Por otra parte, y como consecuencia de un movimiento anticatólico de proporciones universales, aunque diverso en sus formas, en los últimos siglos se viene alejando cada vez más a los religiosos del campo de la educación; y esto hace todavía más urgente y necesaria la formación de buenos profesionales cristianos, que se dediquen a la docencia.

Sin embargo, esta es solo una razón circunstancial y contingente: porque nosotros no sustituimos a los religiosos –como ya he dicho, es lo contrario lo que ha ocurrido–, no debemos y no podemos sustituirlos en sus actividades docentes. Su labor es fundamentalmente de carácter eclesiástico, cuando no suplente; y nuestra tarea en la enseñanza es un trabajo esencialmente profesional y secular.

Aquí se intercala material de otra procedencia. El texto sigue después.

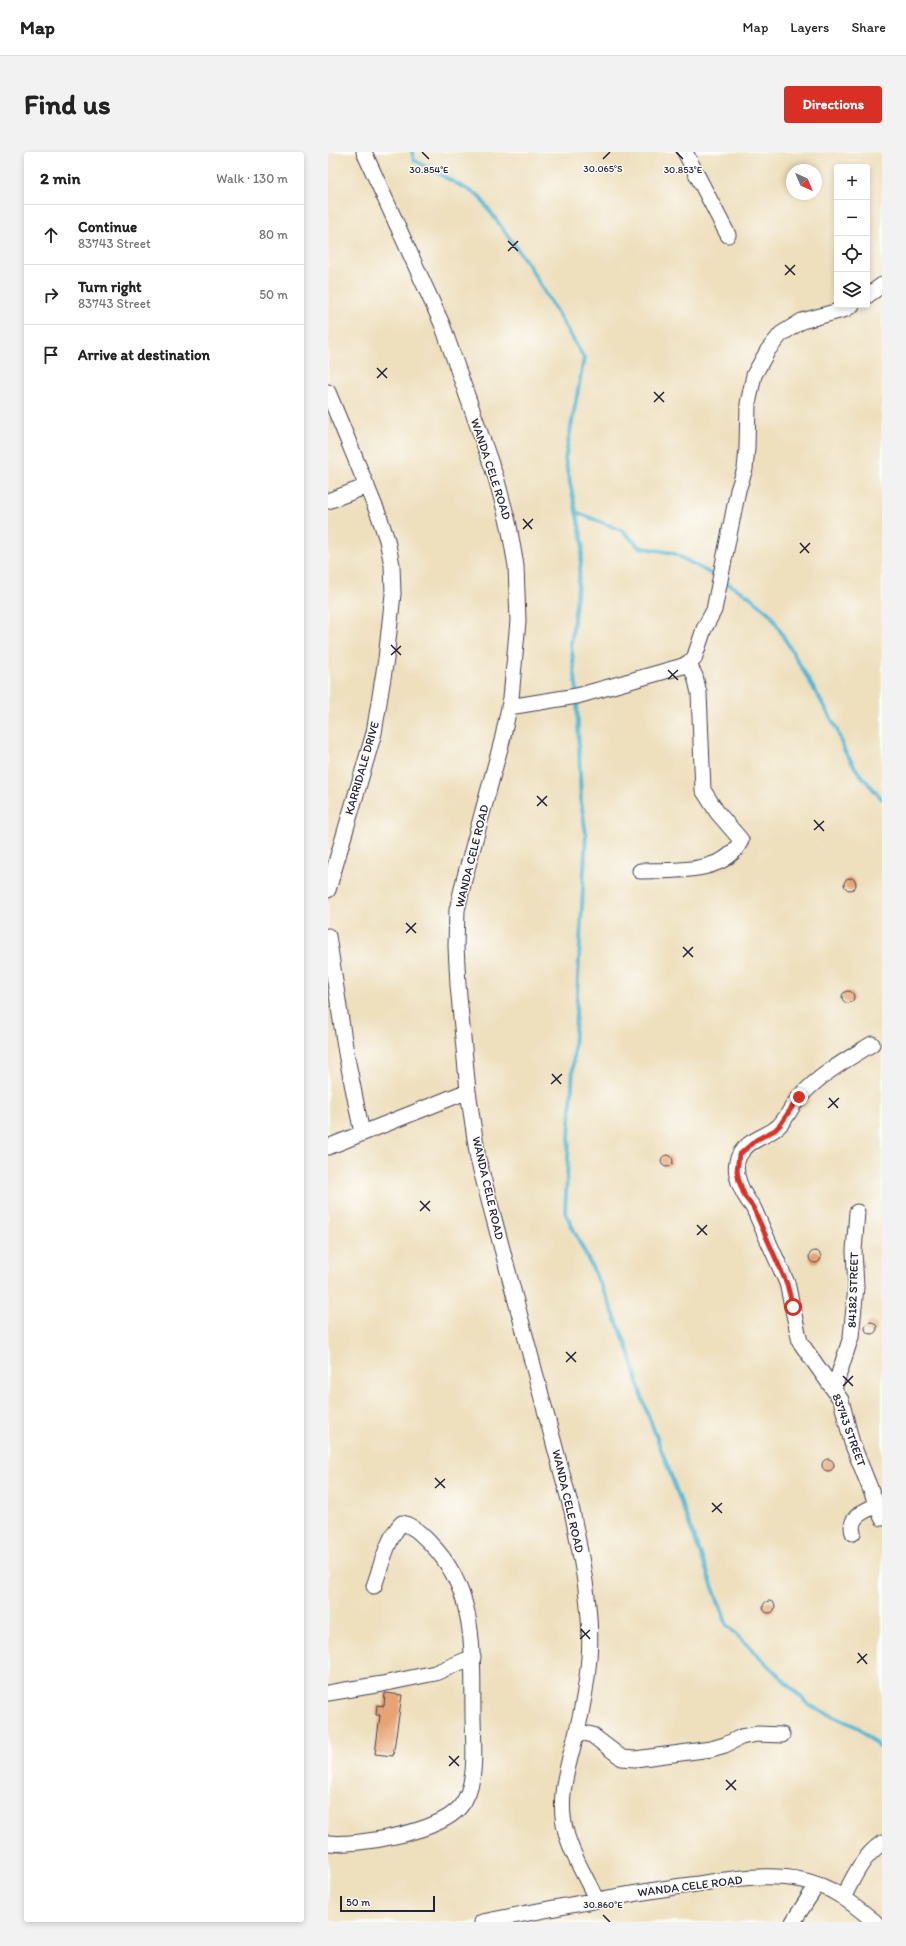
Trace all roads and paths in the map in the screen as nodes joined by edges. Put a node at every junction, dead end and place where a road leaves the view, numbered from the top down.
1 (364, 152) edge
2 (685, 152) edge
3 (728, 235) dead end
4 (882, 285) edge
5 (870, 294) edge
6 (848, 308) edge
7 (328, 392) edge
8 (367, 486) junction
9 (328, 501) edge
10 (688, 663) junction
11 (509, 707) junction
12 (640, 871) dead end
13 (328, 890) edge
14 (328, 936) edge
15 (872, 1044) dead end
16 (468, 1091) junction
17 (362, 1133) junction
18 (328, 1147) edge
19 (857, 1212) dead end
20 (834, 1389) junction
21 (879, 1511) edge
22 (853, 1533) dead end
23 (374, 1586) dead end
24 (473, 1657) junction
25 (328, 1693) edge
26 (576, 1731) junction
27 (782, 1735) dead end
28 (328, 1843) edge
29 (882, 1843) edge
30 (817, 1885) junction
31 (844, 1896) junction
32 (596, 1899) junction
33 (482, 1922) edge
34 (793, 1922) edge
35 (874, 1922) edge

1 - 11 street, WANDA CELE ROAD
2 - 3 street
4 - 5 street
6 - 10 street
7 - 8 street, KARRIDALE DRIVE
8 - 9 street
8 - 13 street, KARRIDALE DRIVE
10 - 11 street
10 - 12 street
11 - 16 street, WANDA CELE ROAD
14 - 17 street
15 - 20 street, 83743 STREET
16 - 17 street
16 - 26 street, WANDA CELE ROAD
17 - 18 street
19 - 20 street, 84182 STREET
20 - 21 street, 83743 STREET
21 - 22 street
23 - 24 street
24 - 25 street
24 - 28 street
26 - 27 street
26 - 32 street, WANDA CELE ROAD
29 - 31 street
30 - 31 street, WANDA CELE ROAD
30 - 32 street, WANDA CELE ROAD
30 - 34 street
31 - 35 street, WANDA CELE ROAD
32 - 33 street

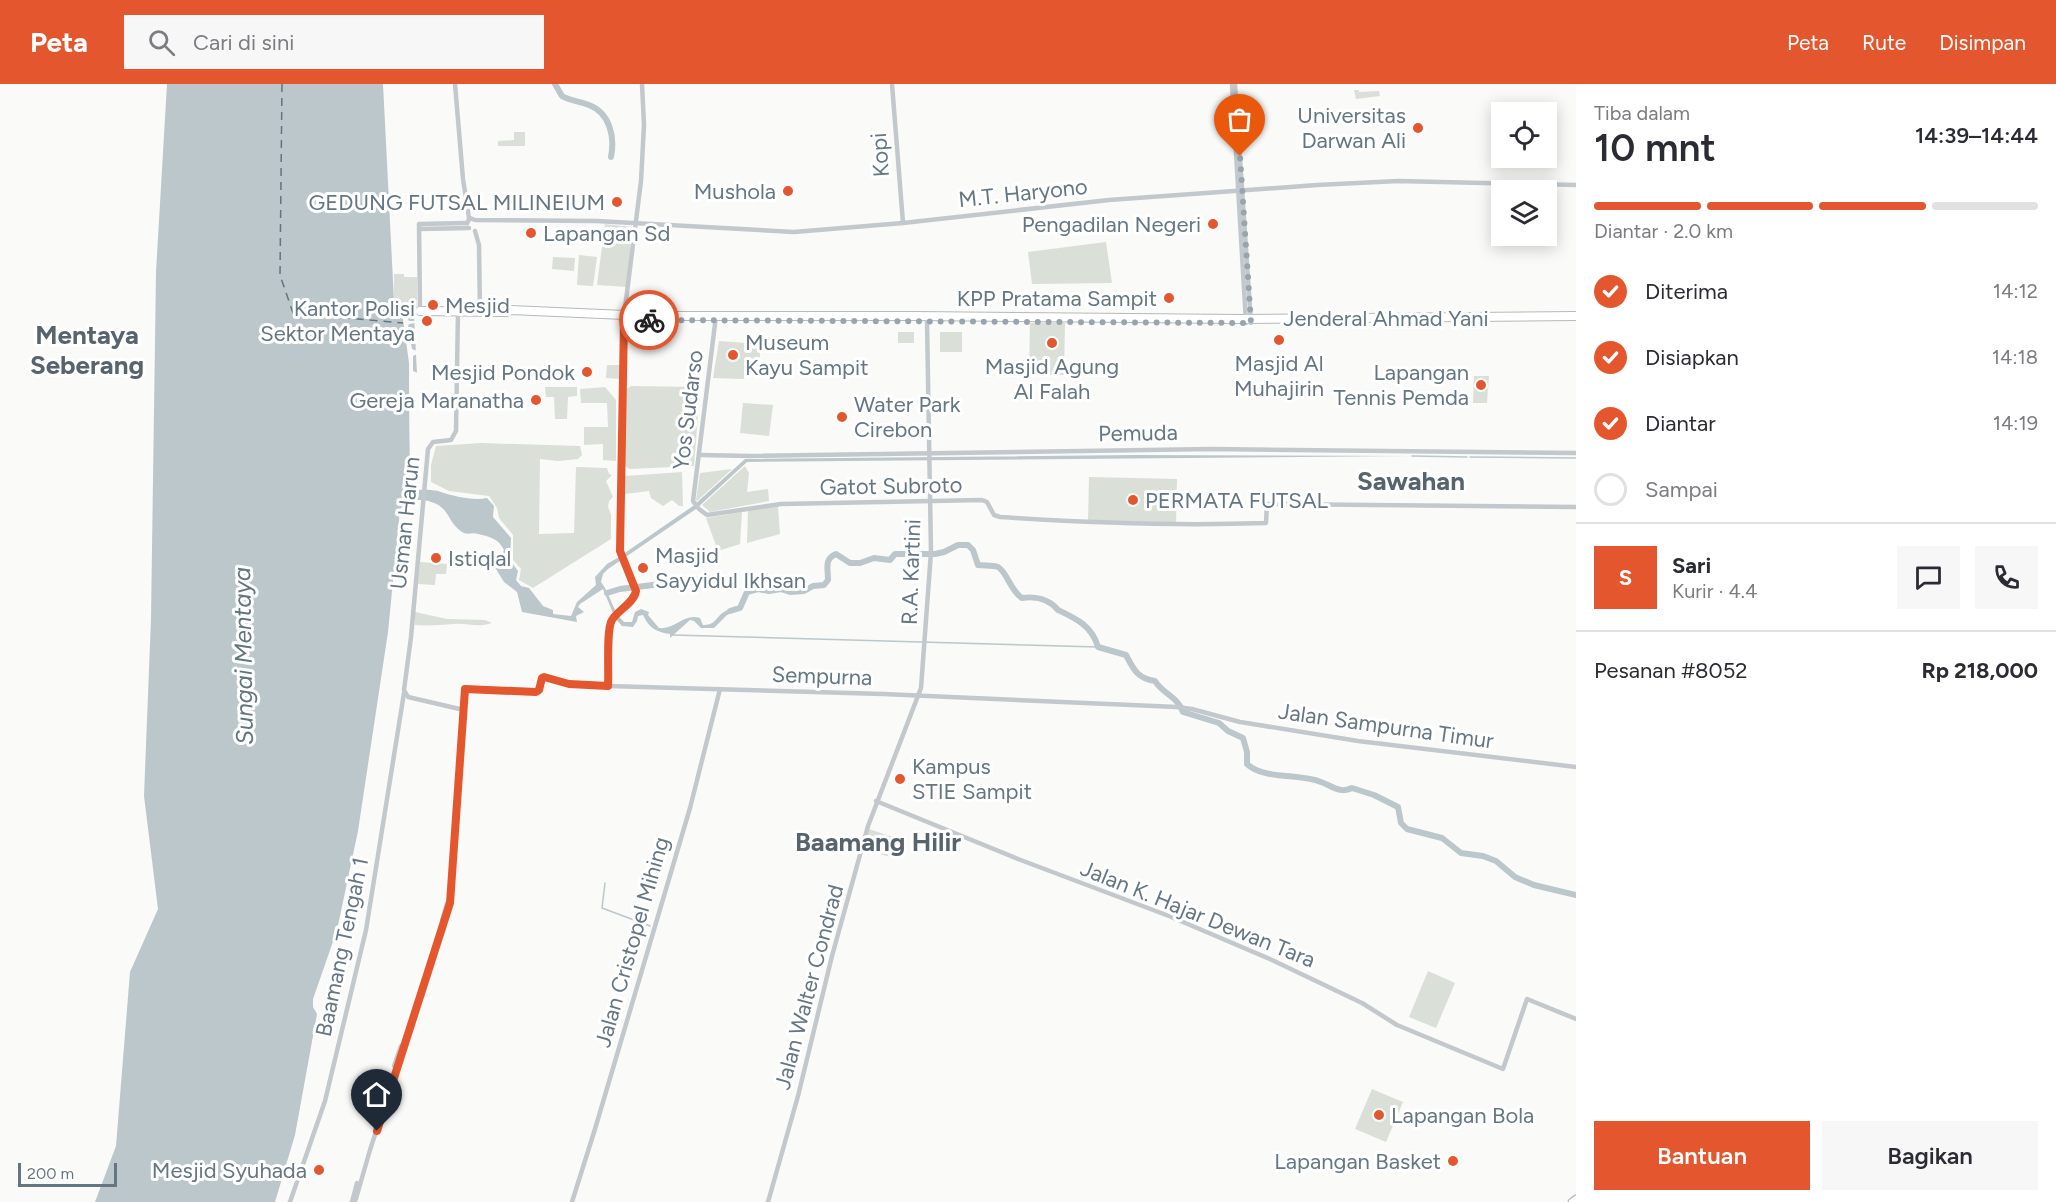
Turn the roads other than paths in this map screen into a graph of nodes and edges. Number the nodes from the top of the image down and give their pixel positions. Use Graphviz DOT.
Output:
graph roads {
  1 [pos="455,84"];
  2 [pos="642,84"];
  3 [pos="892,84"];
  4 [pos="1234,84"];
  5 [pos="1576,185"];
  6 [pos="1240,190"];
  7 [pos="470,222"];
  8 [pos="636,223"];
  9 [pos="903,223"];
  10 [pos="475,231"];
  11 [pos="420,311"];
  12 [pos="458,311"];
  13 [pos="480,312"];
  14 [pos="1576,316"];
  15 [pos="624,318"];
  16 [pos="716,318"];
  17 [pos="729,318"];
  18 [pos="1390,320"];
  19 [pos="927,321"];
  20 [pos="1248,321"];
  21 [pos="1576,321"];
  22 [pos="1576,453"];
  23 [pos="929,454"];
  24 [pos="700,455"];
  25 [pos="929,501"];
  26 [pos="694,504"];
  27 [pos="1576,507"];
  28 [pos="924,642"];
  29 [pos="608,686"];
  30 [pos="720,689"];
  31 [pos="404,693"];
  32 [pos="919,697"];
  33 [pos="463,709"];
  34 [pos="1192,709"];
  35 [pos="1576,767"];
  36 [pos="876,801"];
  37 [pos="1576,1019"];
  38 [pos="1576,1199"];
  39 [pos="290,1202"];
  40 [pos="353,1202"];
  41 [pos="572,1202"];
  42 [pos="768,1202"];
  43 [pos="1572,1202"];
  1 -- 7 [label="street"];
  2 -- 8 [label="street"];
  3 -- 9 [label="street, Kopi"];
  4 -- 6 [label="street"];
  5 -- 6 [label="street, M.T. Haryono"];
  6 -- 9 [label="street, M.T. Haryono"];
  6 -- 20 [label="street"];
  7 -- 8 [label="street, M.T. Haryono"];
  7 -- 10 [label="street"];
  7 -- 10 [label="street"];
  7 -- 11 [label="street, M.T. Haryono"];
  8 -- 9 [label="street, M.T. Haryono"];
  8 -- 15 [label="street"];
  10 -- 13 [label="street"];
  11 -- 12 [label="highway"];
  12 -- 13 [label="highway"];
  12 -- 31 [label="street, Usman Harun"];
  13 -- 15 [label="highway"];
  14 -- 18 [label="highway, Jenderal Ahmad Yani"];
  15 -- 16 [label="highway"];
  15 -- 16 [label="highway"];
  15 -- 29 [label="street"];
  16 -- 17 [label="highway"];
  16 -- 24 [label="street, Yos Sudarso"];
  17 -- 19 [label="highway, Jenderal Ahmad Yani"];
  17 -- 20 [label="highway, Jenderal Ahmad Yani"];
  18 -- 20 [label="highway, Jenderal Ahmad Yani"];
  18 -- 21 [label="highway, Jenderal Ahmad Yani"];
  19 -- 20 [label="highway, Jenderal Ahmad Yani"];
  19 -- 23 [label="street, R.A. Kartini"];
  22 -- 23 [label="street, Pemuda"];
  23 -- 24 [label="street, Pemuda"];
  23 -- 25 [label="street, R.A. Kartini"];
  24 -- 26 [label="street, Yos Sudarso"];
  25 -- 26 [label="street, Gatot Subroto"];
  25 -- 27 [label="street, Gatot Subroto"];
  25 -- 28 [label="street, R.A. Kartini"];
  28 -- 32 [label="street, Jalan Walter Condrad"];
  29 -- 30 [label="street, Sempurna"];
  29 -- 33 [label="street, Sempurna"];
  30 -- 32 [label="street, Sempurna"];
  30 -- 41 [label="street, Jalan Cristopel Mihing"];
  31 -- 33 [label="street"];
  31 -- 39 [label="street, Baamang Tengah 1"];
  32 -- 34 [label="street, Sempurna"];
  32 -- 36 [label="street, Jalan Walter Condrad"];
  33 -- 40 [label="street"];
  34 -- 35 [label="street, Jalan Sampurna Timur"];
  36 -- 37 [label="street, Jalan K. Hajar Dewan Tara"];
  36 -- 42 [label="street, Jalan Walter Condrad"];
  38 -- 43 [label="main road"];
}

Aunque no se diera ese motivo particular que he señalado –más: aunque, como sería de desear, los religiosos no encontraran obstáculo alguno para cumplir su misión, que nosotros vemos con alegría y cariño–, siempre sería necesario promover la formación de buenos maestros y profesores cristianos, que ejerzan ese trabajo profesional, como ciudadanos.

Notas
19

Cfr. Pío XI, enc. Divini illius Magistri, p. 63.